4. Tutte queste e le
altre mille forme di «eclettismo», ossia di rivendicata libertà di mutare
fronti e mutare corpi di dottrina, cominciarono da una falsificazione: che una
simile continua rettifica del tiro, o accostata nella rotta, si trovasse nell’indirizzo
e negli scritti di Marx e di Engels. In tutto il nostro lavoro con copia di
studi e di citazioni approfondite abbiamo mostrato la continuità della linea,
tra l’altro nel rilievo che le più recenti opere e testi richiamano i passi e
le teorie fondamentali dei primi con le medesime parole e con la medesima
portata.
5. Leggenda vuota è
dunque quella delle due successive «anime» del Marx giovanile e maturo: il
primo sarebbe stato ancora idealista, volontarista, hegeliano e, sotto l’influsso
degli ultimi fremiti delle rivoluzioni borghesi, barricadiero e
insurrezionista; il secondo sarebbe divenuto un freddo studioso dei fenomeni
economici contemporanei, positivo, evoluzionista e legalitario. Invece sono le
reiterantisi deviazioni nella lunga serie da noi tanto illustrata, si
presentino esse come estremiste o moderate nella banale accezione, che non
reggendo alla tensione rivoluzionaria del materialismo dialettico sono ricadute
in una analogamente borghese deviazione idealista, individualista, «coscientista».

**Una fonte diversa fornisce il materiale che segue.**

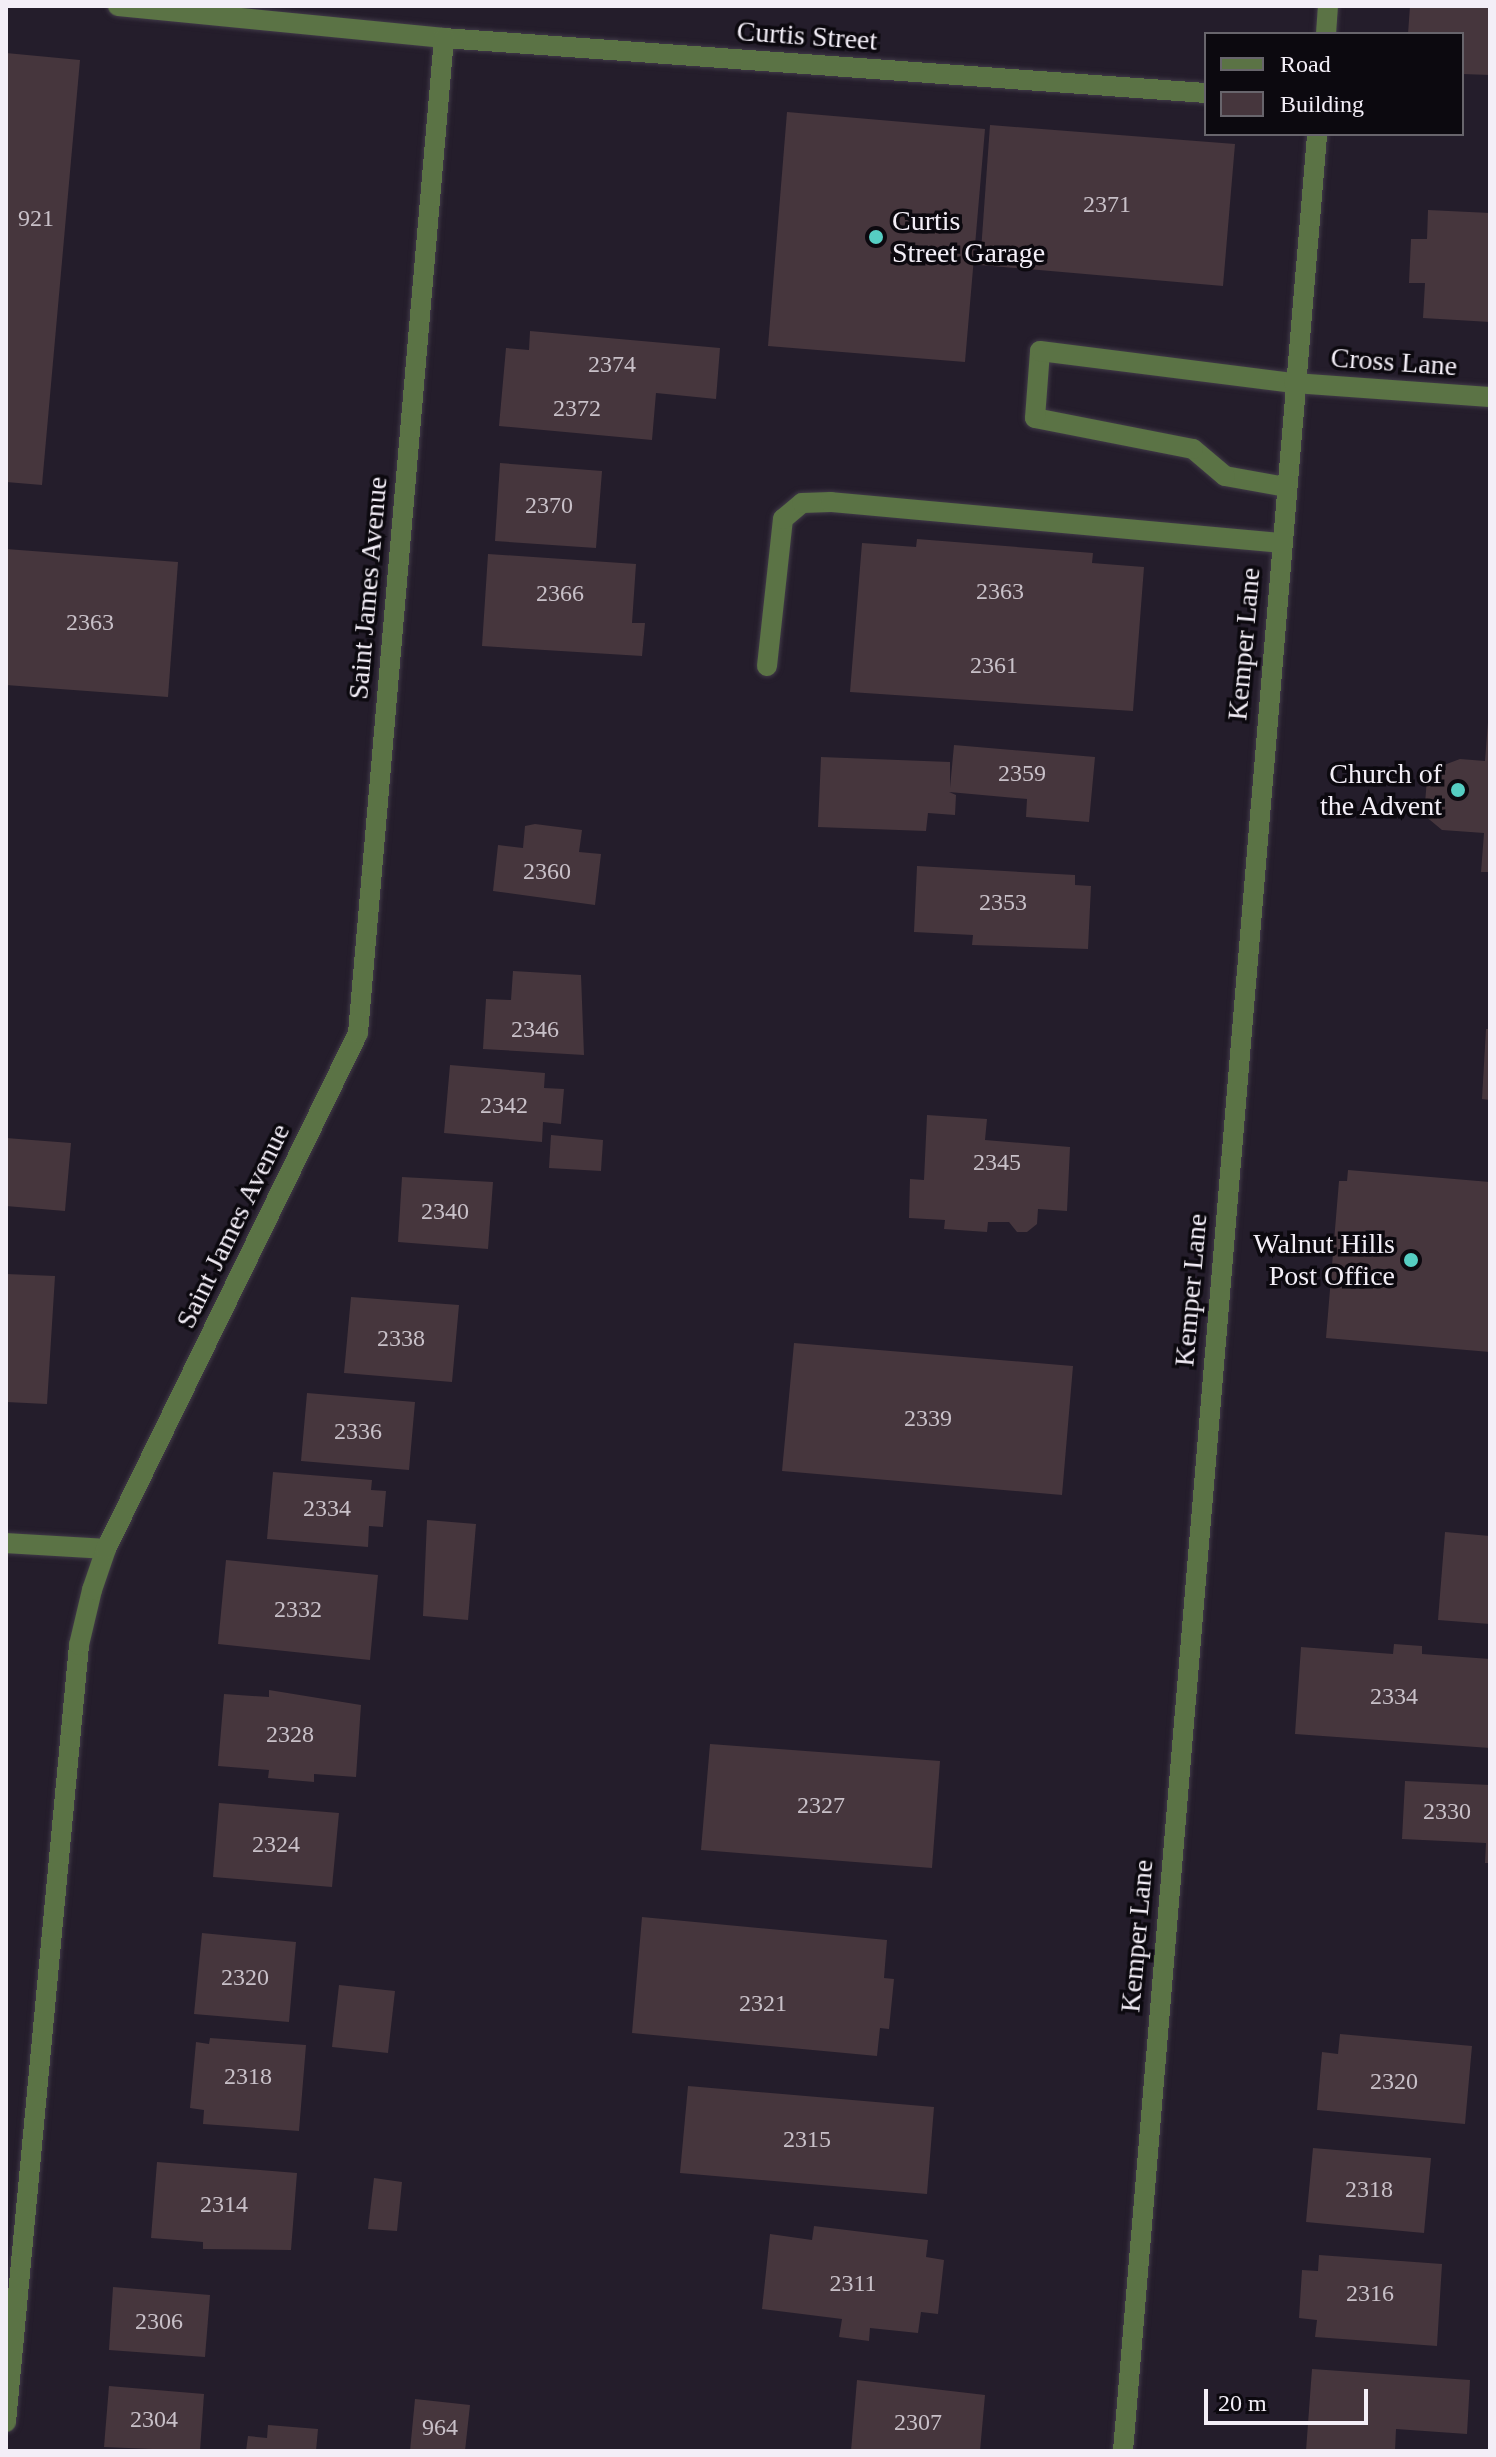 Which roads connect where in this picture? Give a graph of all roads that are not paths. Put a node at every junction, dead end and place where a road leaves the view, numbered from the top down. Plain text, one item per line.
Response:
1 (118, 6) edge
2 (1328, 6) edge
3 (1326, 32) edge
4 (444, 38) junction
5 (1204, 93) edge
6 (1317, 136) edge
7 (1294, 383) junction
8 (1490, 397) edge
9 (1286, 487) junction
10 (1281, 543) junction
11 (767, 666) dead end
12 (6, 1543) edge
13 (106, 1549) junction
14 (6, 2422) edge
15 (1123, 2451) edge

1 - 4 street, Curtis Street
2 - 3 street
4 - 5 street, Curtis Street
4 - 13 street, Saint James Avenue
6 - 7 street, Kemper Lane
7 - 8 street, Cross Lane
7 - 9 street, Kemper Lane
7 - 9 street, Cross Lane
9 - 10 street, Kemper Lane
10 - 11 street
10 - 15 street, Kemper Lane
12 - 13 street
13 - 14 street, Saint James Avenue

Attività pettegola concreta ed incidentale, passività, anzi irrevocabile
impotenza rivoluzionaria, alla scala storica.
6. Basterebbe ricordare
che la fine conclusiva del Primo Tomo del Capitale con la descrizione
della espropriazione degli espropriatori mostra, in nota, di altro non essere
che la ripetizione del corrispondente passo del Manifesto. Le teorie
economiche del Secondo e Terzo Tomo non sono che sviluppi sul tronco della
teoria del valore e plusvalore data nel Primo, con gli stessi termini, formule
e persino simboli, e vanamente tentò di intaccare tale unità Antonio Graziadei.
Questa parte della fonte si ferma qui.